Can Real and Atletico change world fashion as they chase club football’s richest prize?

By Samindra Kunti in Milan

May 27 – By the end of Saturday night the Champions League trophy will be returning to the Spanish capital as Real Madrid and Atletico Madrid contest club’s football richest game. The winner will bank a cool €15 million; the runner-up €10.5 million. The champions will also earn a ticket to the FIFA World Club Cup in Japan in December, where another €4.5 million is on offer for the winning finalist. 

In comparison, Sevilla, winners of this season’s Europa League, cashed only €6.5 million.

The Champions League final is the richest prize in world football. But for the Spanish there is more at stake than just crosstown bragging rights in UEFA’s flagship event at the San Siro in Milan. It is an opportunity for Spanish football’s club brand to stamp real authority over the world football commercial marketplace and challenge the English Premier League’s much coveted international revenues.

The Milan final is a showcase to back up the Spanish boasts that their clubs are the best in the world and that their league is the most exciting and highest quality.

Atletico and Real are no strangers. They played in the 2014 Champions League final in Lisbon where Real prevailed after extra time, 4-1. In this season’s semi-finals Real Madrid eliminated English hopefuls Manchester City 1-0 on aggregate, while Atletico’s 2-2 away draw at Bayern Munich was enough to progress to the final.

The 2016 final is not UEFA’s projected dream final between Bayern Munich and FC Barcelona, instead the match will be a showpiece for La Liga.

Under the presidency of Javier Tebas, La Liga has been campaigning hard to upgrade its global brand image. “It’s the perfect showcase,” Adolfo Bara, La Liga’s general manager for marketing and sales, said in an interview to Bloomberg. “When we are selling La Liga, we are saying we are the best championship in the world.”

In a way, FC Barcelona and Real Madrid held the league back for many years. The behemoths dominated on the pitch, resulting in individual TV deals and club sponsorships. The arch rivals from the Spanish capital and Catalonia enjoyed huge revenues, but the smaller Spanish clubs fell behind with the financial crisis in 2008 aggravating their plight.

Tebas altered that structure, realising that a bi-annual El Classico’s were not enough to build a global brand. This season he has marketed the TV rights as a package with all clubs benefiting from the shared revenue. Barcelona and Madrid still get the lions share, but smaller clubs will bank €40 million on average from TV sales.

For La Liga the next aim is to increase global sponsorship. The league wants a global footprint with a presence in at least 80 countries.

La Liga still has a long way to go if it wants to match, or even outdo, the Premier League as the world’s leading league. The English league is drowning in money after a record-breaking television rights deal, worth about £2.7 billion per year, more than double the value of La Liga’s TV rights.

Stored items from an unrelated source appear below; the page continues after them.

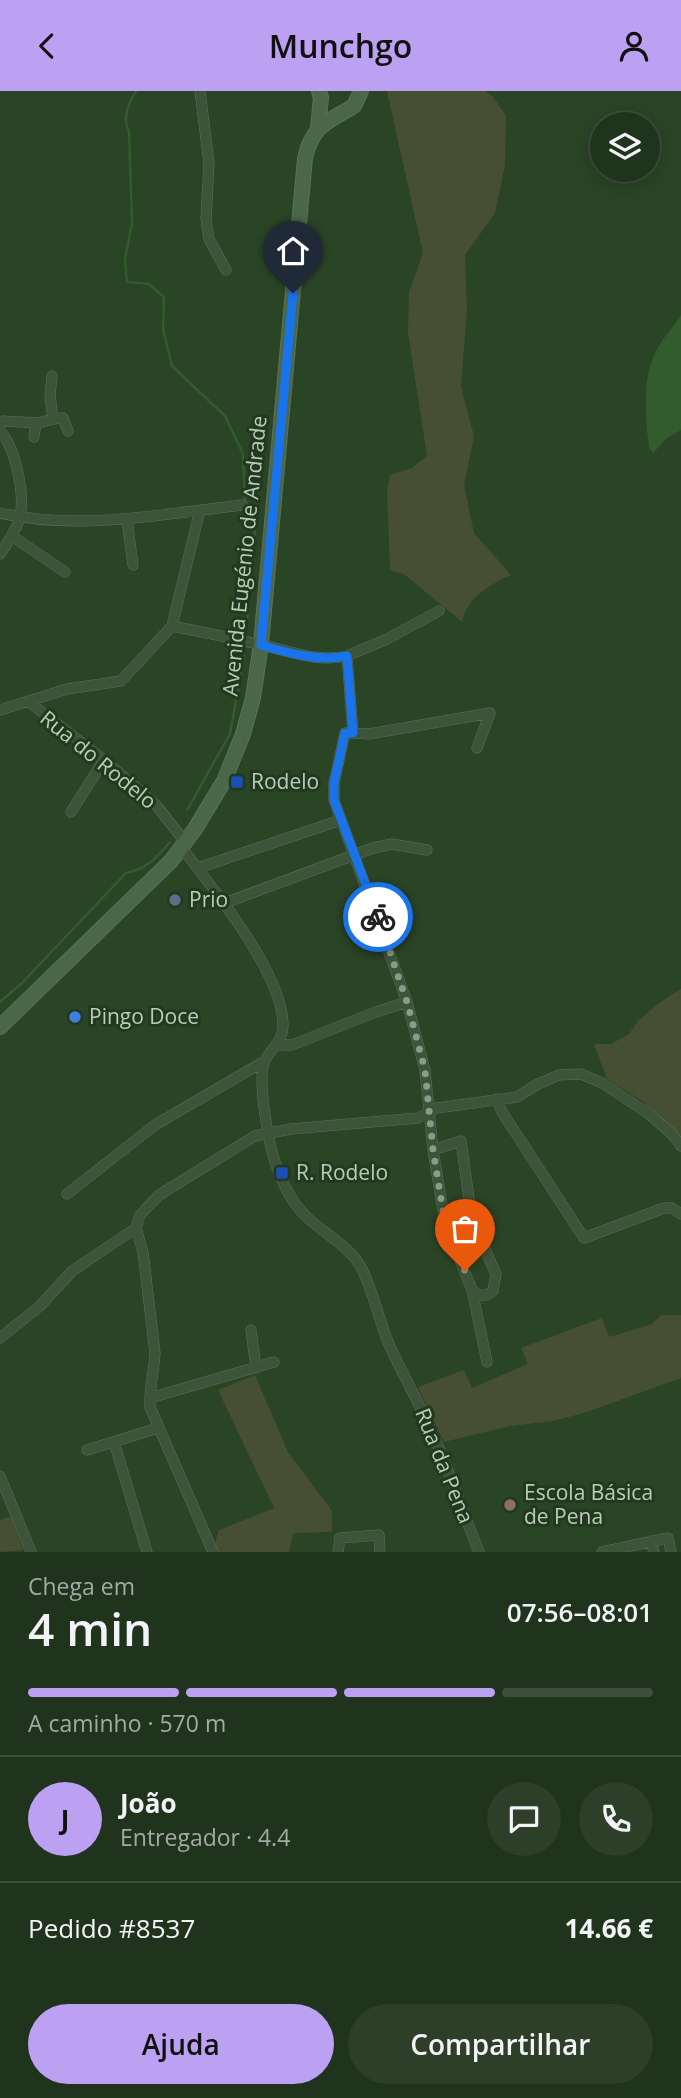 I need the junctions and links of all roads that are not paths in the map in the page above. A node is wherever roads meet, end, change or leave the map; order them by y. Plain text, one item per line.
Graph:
1 (200, 91) edge
2 (362, 92) edge
3 (320, 95) edge
4 (342, 111) junction
5 (318, 127) junction
6 (226, 270) dead end
7 (52, 376) dead end
8 (53, 419) junction
9 (36, 422) junction
10 (0, 423) edge
11 (0, 431) edge
12 (68, 431) dead end
13 (34, 437) dead end
14 (243, 505) dead end
15 (200, 510) junction
16 (0, 513) edge
17 (20, 518) junction
18 (127, 520) junction
19 (12, 536) junction
20 (0, 554) edge
21 (133, 565) dead end
22 (65, 572) dead end
23 (439, 611) dead end
24 (172, 626) junction
25 (261, 645) junction
26 (347, 656) junction
27 (29, 702) junction
28 (0, 710) edge
29 (353, 733) junction
30 (477, 748) dead end
31 (104, 760) junction
32 (71, 811) dead end
33 (341, 820) junction
34 (184, 846) junction
35 (427, 850) dead end
36 (353, 854) junction
37 (198, 868) junction
38 (225, 903) junction
39 (407, 1002) junction
40 (0, 1027) edge
41 (278, 1045) junction
42 (265, 1061) junction
43 (497, 1099) junction
44 (430, 1112) junction
45 (269, 1133) junction
46 (681, 1146) edge
47 (433, 1150) junction
48 (67, 1194) dead end
49 (681, 1214) edge
50 (136, 1228) junction
51 (472, 1290) junction
52 (251, 1330) dead end
53 (0, 1338) edge
54 (274, 1362) dead end
55 (487, 1362) dead end
56 (256, 1368) junction
57 (150, 1398) junction
58 (158, 1428) junction
59 (114, 1441) junction
60 (87, 1450) dead end
61 (0, 1476) edge
62 (653, 1547) edge
63 (31, 1552) edge
64 (146, 1552) edge
65 (213, 1552) edge
66 (338, 1552) edge
67 (380, 1552) edge
68 (479, 1552) edge
69 (602, 1552) edge
70 (671, 1552) edge

1 - 6 street
2 - 4 main road
3 - 4 main road, Avenida Eugénio de Andrade
3 - 5 main road, Avenida Eugénio de Andrade
4 - 5 main road
5 - 25 main road, Avenida Eugénio de Andrade
7 - 8 street
8 - 9 street
8 - 12 street
9 - 10 street
9 - 13 street
11 - 17 street
14 - 15 street
15 - 18 street
15 - 24 street
16 - 17 street
17 - 18 street
17 - 19 street
18 - 21 street
19 - 20 street
19 - 22 street
23 - 26 street
24 - 25 street
24 - 27 street
25 - 26 street
25 - 34 main road, Avenida Eugénio de Andrade
26 - 29 street
27 - 28 street, Rua do Rodelo
27 - 31 street, Rua do Rodelo
29 - 30 street
29 - 33 street
31 - 32 street
31 - 34 street, Rua do Rodelo
33 - 36 street
33 - 37 street
34 - 37 street, Rua do Rodelo
34 - 40 main road, Avenida Eugénio de Andrade
35 - 36 street
36 - 38 street
36 - 39 street
37 - 38 street, Rua do Rodelo
38 - 41 street, Rua do Rodelo
39 - 41 street
39 - 44 street
41 - 42 street
42 - 45 street
42 - 48 street
43 - 44 street
43 - 46 street
43 - 49 street
44 - 45 street
44 - 47 street
45 - 50 street
45 - 68 street, Rua da Pena
47 - 51 street
47 - 51 street
50 - 53 street
50 - 57 street
51 - 55 street
52 - 56 street
54 - 56 street
56 - 57 street
57 - 58 street
58 - 59 street
58 - 65 street
59 - 60 street
59 - 64 street
61 - 63 street
62 - 69 street
62 - 70 street
66 - 67 street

Part of Tebas’s strategy is to break into the big, money-spinning Chinese market. The Champions League final may help with that. The winner will get a ticket to the 2016 FIFA Club World Cup in Japan, another marketing opportunity in the Far East. The winner of that competition will earn another €4.5 million.

But can La Liga match the Premier League in terms of entertainment value? The all-Milan final will certainly serve as a good benchmark.

The rivalry pits Zinedine Zidane, novice coach in the Spanish capital, against his Argentine counterpart Diego Simeone, nicknamed El Cholo. Both have very different philosophies, reflecting of the different playing styles during their own careers. Zidane wants his team to play forward-minded football, based on possession, but Madrid have so far only played power football under his stewardship. Simeone is far less expansive. His hyper-defensive approach is pragmatic, hitting opponents on the break.

Atletico are a testament to a the growing strength in-depth within Spanish club football and potential of Spanish football. Simeone’s achievement of keeping Atletico at the top is Herculean. After the 2014 Champions League final Atletico sold a number of key players, including Thibaut Courtois and Diego Costa. The Argentinean coach has rebuilt his team, not so much so through Atletico’s modest means, but rather by sticking to his mantra: drilling his players with much rigor and resilience. Simeone cares little about entertaining  – for him, all that matters is winning.

La Liga’s Tebas wants the same. But he wants some style to come with it, to bring a new fashion to world football, starting in one of the world’s fashion capitals.